# Import

In [1]:
# !pip install devon

In [2]:
import re
import json
import nltk
import numpy as np
import pandas as pd
from devon.devon import FSMStemmer

In [3]:
STOPWORDS_ADD = ["a", "aa", "aaa", "aaaa", "aaaaa", "aaaaaa", "aaba"]

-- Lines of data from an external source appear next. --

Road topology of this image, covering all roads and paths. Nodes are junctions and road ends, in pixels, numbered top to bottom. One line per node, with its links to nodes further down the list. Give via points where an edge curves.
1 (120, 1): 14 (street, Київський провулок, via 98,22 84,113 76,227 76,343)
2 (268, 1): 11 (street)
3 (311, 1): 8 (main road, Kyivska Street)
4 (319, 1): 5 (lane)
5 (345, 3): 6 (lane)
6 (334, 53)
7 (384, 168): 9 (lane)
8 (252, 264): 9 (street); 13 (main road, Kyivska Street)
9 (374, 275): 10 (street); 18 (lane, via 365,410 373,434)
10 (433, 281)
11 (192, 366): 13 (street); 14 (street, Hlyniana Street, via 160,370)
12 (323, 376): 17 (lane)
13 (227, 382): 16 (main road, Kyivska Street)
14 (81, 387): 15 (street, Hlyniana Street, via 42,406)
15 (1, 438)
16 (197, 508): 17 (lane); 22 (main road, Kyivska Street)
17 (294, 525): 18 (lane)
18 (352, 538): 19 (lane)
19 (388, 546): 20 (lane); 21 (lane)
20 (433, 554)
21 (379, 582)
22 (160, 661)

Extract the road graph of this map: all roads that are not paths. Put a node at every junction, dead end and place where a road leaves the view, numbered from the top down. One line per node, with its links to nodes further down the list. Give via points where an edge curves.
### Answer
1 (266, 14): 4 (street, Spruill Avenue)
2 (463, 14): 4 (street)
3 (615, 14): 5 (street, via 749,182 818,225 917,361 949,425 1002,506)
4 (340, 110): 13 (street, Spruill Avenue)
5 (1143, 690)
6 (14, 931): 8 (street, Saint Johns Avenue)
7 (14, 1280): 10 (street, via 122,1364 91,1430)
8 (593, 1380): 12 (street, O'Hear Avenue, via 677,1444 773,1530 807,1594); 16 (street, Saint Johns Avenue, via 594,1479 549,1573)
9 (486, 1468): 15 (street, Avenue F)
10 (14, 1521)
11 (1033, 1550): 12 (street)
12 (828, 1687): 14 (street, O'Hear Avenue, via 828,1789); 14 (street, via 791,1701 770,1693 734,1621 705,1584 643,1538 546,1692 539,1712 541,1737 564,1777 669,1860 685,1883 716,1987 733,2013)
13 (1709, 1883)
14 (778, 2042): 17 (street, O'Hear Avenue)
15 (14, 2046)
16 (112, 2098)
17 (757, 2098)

# Group data by page (pg_index)

In [4]:
def group_texts(dataframe: pd.DataFrame, text_column_name: str) -> pd.DataFrame:
    df_page_ind = pd.DataFrame(dataframe['article_uuid'].unique(), columns=['article_uuid'])
    df_page_ind = df_page_ind.reset_index().rename(columns={'index': 'pg_index'})
    dataframe = dataframe.merge(df_page_ind, how='left', on='article_uuid')
    dataframe = dataframe[[text_column_name, 'pg_index']]
    dataframe = dataframe.groupby(by='pg_index').agg({text_column_name: ' '.join})
    df_pg = dataframe.reset_index()
    df_pg = df_pg.dropna()
    return df_pg

In [5]:
dataframe = pd.read_csv("UzWikiTexts.csv")
stop_words = json.load(open("UzStopWords.json")) + STOPWORDS_ADD

In [6]:
df_grouped_texts = group_texts(dataframe, 'sentence')

In [7]:
def create_textshape_data(dataframe: pd.DataFrame, text_shape: list, column: str) -> pd.DataFrame:
    data_text_shape = pd.DataFrame(columns=['text_shape', 'pages_amount'])
    for shape in text_shape:
        lambda_ = lambda text: len(text.split()) > shape
        pages_amount = dataframe[dataframe[column].apply(lambda_)].shape[0]
        data_text_shape = data_text_shape.append({'text_shape': shape,
                                                  'pages_amount': pages_amount}, ignore_index=True)
    return data_text_shape

In [8]:
create_textshape_data(df_grouped_texts, [100, 150, 300, 500, 1000], 'sentence')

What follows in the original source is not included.